Nas últimas semanas assistimos a uma reviravolta na Guerra na Ucrânia. Perante a contraofensiva do exército do país invadido, que desencobriu a desorientação do exército invasor, o Kremlin decidiu-se por uma resposta de carácter político-diplomático com eventuais consequências militares.

Organizaram-se referendos nos Oblasts de Donetsk, Lugansk, Kherson e Zaporizhzhia para consultar a população sobre a que país queriam pertencer – se à Rússia ou à Ucrânia. Sem surpresas, com a ajuda de soldados armados, urnas transparentes, boletins de voto que não foram dobrados e sem qualquer de observação internacional, os residentes de cada uma das regiões decidiram massivamente ser russos, em percentagem de 90 e muitos por cento. Estes valores não correspondem nem a uma eleição livre, nem às entrevistas de rua (que, é certo, não são amostra significativa) levadas a cabo por jornalistas de todo o mundo.
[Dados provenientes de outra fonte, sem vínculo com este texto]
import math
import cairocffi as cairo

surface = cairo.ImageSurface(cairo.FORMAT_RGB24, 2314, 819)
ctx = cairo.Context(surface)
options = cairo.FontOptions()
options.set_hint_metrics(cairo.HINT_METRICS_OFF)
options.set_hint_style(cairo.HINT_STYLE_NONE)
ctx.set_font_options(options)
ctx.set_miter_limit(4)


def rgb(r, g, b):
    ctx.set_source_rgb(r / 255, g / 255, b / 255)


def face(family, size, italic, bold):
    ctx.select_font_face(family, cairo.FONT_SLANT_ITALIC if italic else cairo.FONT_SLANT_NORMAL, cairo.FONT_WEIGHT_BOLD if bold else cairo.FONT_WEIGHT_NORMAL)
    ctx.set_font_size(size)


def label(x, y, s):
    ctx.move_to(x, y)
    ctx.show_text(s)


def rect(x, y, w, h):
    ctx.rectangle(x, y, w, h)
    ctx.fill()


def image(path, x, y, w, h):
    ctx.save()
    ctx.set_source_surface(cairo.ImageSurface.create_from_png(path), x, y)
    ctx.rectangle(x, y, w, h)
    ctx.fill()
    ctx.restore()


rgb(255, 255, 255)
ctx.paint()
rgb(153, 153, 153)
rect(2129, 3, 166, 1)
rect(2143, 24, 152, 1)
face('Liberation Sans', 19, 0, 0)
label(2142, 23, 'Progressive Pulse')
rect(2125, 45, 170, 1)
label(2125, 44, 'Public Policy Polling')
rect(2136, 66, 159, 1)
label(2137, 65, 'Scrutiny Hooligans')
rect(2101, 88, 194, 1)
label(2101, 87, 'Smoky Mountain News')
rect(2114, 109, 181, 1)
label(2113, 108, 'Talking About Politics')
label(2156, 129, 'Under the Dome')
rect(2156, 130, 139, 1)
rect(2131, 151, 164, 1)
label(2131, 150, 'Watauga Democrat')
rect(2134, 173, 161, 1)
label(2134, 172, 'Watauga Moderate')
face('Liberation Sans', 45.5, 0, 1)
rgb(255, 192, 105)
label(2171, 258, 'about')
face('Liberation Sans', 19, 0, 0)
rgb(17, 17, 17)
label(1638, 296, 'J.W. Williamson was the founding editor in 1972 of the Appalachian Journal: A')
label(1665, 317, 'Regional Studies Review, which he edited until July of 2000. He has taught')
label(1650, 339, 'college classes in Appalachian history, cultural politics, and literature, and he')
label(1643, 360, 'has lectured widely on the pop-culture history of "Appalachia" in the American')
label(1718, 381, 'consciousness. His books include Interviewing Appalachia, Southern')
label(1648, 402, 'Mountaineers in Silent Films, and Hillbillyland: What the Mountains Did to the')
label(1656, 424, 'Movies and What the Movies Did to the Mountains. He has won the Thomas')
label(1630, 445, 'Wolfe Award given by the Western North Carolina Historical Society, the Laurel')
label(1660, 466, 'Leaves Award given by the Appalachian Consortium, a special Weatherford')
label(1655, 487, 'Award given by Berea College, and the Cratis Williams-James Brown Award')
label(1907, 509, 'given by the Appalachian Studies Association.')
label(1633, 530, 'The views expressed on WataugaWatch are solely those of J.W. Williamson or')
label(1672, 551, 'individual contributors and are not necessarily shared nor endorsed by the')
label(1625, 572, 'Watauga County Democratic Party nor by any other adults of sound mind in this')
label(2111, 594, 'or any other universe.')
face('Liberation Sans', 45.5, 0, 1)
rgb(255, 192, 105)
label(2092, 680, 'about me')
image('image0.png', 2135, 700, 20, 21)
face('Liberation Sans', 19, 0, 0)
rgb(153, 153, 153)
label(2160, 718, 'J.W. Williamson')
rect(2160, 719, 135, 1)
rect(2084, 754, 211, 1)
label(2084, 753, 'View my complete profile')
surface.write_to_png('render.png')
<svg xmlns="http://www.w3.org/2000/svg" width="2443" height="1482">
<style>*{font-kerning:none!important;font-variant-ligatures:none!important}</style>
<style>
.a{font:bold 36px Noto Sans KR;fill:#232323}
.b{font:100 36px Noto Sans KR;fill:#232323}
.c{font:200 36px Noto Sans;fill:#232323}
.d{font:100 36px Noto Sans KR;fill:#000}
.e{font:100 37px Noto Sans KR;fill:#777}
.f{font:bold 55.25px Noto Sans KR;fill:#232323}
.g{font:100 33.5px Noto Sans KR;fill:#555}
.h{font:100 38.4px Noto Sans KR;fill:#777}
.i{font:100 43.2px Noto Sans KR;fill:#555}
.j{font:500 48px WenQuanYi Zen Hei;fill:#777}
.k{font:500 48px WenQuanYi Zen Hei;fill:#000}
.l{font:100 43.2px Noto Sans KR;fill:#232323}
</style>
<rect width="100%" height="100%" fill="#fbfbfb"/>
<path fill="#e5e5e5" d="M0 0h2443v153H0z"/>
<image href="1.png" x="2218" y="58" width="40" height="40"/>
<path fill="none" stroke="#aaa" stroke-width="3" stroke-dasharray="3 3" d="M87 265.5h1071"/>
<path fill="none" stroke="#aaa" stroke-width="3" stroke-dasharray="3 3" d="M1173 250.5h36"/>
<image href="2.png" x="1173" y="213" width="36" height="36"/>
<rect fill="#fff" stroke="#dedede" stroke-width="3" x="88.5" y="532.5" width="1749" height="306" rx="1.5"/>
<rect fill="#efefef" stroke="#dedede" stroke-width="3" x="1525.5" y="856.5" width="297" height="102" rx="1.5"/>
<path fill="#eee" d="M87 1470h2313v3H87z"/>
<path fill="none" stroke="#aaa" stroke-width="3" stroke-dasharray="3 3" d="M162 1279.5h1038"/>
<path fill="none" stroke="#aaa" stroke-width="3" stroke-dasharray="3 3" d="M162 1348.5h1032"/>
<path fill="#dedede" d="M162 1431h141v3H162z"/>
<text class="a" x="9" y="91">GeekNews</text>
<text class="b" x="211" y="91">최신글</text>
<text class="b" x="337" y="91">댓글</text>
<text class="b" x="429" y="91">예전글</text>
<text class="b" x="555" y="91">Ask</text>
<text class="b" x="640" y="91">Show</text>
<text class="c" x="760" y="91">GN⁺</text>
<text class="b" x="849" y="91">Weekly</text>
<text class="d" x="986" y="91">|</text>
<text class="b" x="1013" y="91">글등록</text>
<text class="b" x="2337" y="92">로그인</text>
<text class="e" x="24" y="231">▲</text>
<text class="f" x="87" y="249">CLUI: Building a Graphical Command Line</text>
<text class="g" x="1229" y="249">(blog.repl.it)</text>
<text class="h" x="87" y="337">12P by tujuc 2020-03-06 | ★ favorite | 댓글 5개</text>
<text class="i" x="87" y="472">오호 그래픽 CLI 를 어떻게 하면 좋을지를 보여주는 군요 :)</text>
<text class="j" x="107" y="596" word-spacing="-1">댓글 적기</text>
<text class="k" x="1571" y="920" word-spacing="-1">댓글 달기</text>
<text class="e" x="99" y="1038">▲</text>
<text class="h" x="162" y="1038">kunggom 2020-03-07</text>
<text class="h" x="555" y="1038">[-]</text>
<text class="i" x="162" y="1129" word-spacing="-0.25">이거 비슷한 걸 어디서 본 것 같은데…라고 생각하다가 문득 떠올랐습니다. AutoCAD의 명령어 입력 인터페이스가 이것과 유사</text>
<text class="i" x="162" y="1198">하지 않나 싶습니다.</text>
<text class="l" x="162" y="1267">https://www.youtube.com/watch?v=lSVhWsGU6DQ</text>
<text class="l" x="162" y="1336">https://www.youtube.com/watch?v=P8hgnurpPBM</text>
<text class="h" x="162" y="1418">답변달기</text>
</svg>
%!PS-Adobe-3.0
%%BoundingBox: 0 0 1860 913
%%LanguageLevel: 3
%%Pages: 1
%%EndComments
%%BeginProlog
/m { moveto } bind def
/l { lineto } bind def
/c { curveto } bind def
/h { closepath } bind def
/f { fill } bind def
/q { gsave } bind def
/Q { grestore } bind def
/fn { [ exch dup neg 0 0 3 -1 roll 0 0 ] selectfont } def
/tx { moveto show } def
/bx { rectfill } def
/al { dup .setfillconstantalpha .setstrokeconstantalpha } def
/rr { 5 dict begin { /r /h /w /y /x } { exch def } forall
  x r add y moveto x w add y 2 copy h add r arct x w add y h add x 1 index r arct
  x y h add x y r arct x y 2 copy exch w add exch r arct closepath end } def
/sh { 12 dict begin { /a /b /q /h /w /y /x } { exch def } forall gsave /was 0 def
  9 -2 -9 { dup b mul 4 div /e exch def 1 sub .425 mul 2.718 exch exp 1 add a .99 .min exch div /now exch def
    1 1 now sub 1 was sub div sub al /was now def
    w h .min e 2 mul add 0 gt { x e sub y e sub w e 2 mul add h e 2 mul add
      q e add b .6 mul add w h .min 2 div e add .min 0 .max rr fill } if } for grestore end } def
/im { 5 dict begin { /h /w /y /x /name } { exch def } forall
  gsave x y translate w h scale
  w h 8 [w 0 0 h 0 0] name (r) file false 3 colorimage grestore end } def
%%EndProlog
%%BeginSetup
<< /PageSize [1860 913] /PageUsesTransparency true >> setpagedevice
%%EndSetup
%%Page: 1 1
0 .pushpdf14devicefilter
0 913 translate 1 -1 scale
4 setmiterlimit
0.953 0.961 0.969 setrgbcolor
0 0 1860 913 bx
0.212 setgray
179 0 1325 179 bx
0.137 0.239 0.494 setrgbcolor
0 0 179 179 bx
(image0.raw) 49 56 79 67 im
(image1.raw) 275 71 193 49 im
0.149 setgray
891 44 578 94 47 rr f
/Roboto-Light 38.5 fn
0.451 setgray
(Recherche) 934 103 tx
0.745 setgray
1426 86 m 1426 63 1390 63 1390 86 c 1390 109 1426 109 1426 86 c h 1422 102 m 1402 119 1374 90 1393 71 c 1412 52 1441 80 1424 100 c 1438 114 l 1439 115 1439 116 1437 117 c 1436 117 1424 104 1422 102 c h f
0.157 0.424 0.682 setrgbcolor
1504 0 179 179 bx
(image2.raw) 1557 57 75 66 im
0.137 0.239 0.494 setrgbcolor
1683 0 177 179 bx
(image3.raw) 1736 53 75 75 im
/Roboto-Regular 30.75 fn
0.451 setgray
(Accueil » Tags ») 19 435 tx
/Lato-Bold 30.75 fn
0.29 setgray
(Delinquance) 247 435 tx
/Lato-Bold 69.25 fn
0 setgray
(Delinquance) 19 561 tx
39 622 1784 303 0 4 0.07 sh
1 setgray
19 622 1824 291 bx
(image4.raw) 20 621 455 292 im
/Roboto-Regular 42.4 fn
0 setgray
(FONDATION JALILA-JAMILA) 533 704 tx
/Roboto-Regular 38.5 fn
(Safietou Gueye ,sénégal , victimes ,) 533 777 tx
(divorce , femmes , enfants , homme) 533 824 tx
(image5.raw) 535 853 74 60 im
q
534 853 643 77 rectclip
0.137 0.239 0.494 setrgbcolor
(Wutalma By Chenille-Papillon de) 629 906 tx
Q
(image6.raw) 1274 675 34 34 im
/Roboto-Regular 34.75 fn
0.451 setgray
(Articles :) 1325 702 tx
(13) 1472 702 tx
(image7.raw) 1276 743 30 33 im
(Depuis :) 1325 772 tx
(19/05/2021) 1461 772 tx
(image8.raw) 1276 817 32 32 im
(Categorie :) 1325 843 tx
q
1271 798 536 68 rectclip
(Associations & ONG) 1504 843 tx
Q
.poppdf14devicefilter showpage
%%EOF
Com pompa e circunstância a Rússia anexou o novo território. Teve direito a tudo: festa de rua no Praça Vermelha, anexação ratificada pelas duas câmaras da Assembleia Federal, uma série de ordens executivas e um discurso breve, mas incisivo, em que Putin anunciou ao mundo que aquelas regiões passavam a ser parte integrante do território da Federação, e que a Rússia estava a disposta a recorrer a todos os meios para defender a sua integridade. Os governos dos países ocidentais e a Ucrânia disseram que não se intimidavam e agiram sem fazer caso da ameaça russa. E bem. Não é possível ter credibilidade nem dissuasora (no caso do Ocidente) nem ofensiva (no caso da Ucrânia) quando um dos beligerantes se encolhe ao som de ameaças. Assim, a contraofensiva mantém-se e avança mesmo em “território russo” e apesar dos riscos.

Importa ainda dizer que desde a recuperação ucraniana de Lyman, no Lugansk, um centro logístico estratégico para a Rússia, o discurso do Kremlin mudou. Foi uma mudança subtil, mas significativa: passou a versar sobre o “respeito” russo pelo povo ucraniano; com acusações de que Kiev quer desencadear uma guerra nuclear; um reiterado endurecimento do discurso antiocidental (que também indicia a inocência do povo ucraniano transformado em proxy de Washington, Londres e Bruxelas); e um enxovalho interno das elites ao Ministério da Defesa e aos Comandos Regionais, acompanhado da devida desculpabilização do Kremlin e do seu líder.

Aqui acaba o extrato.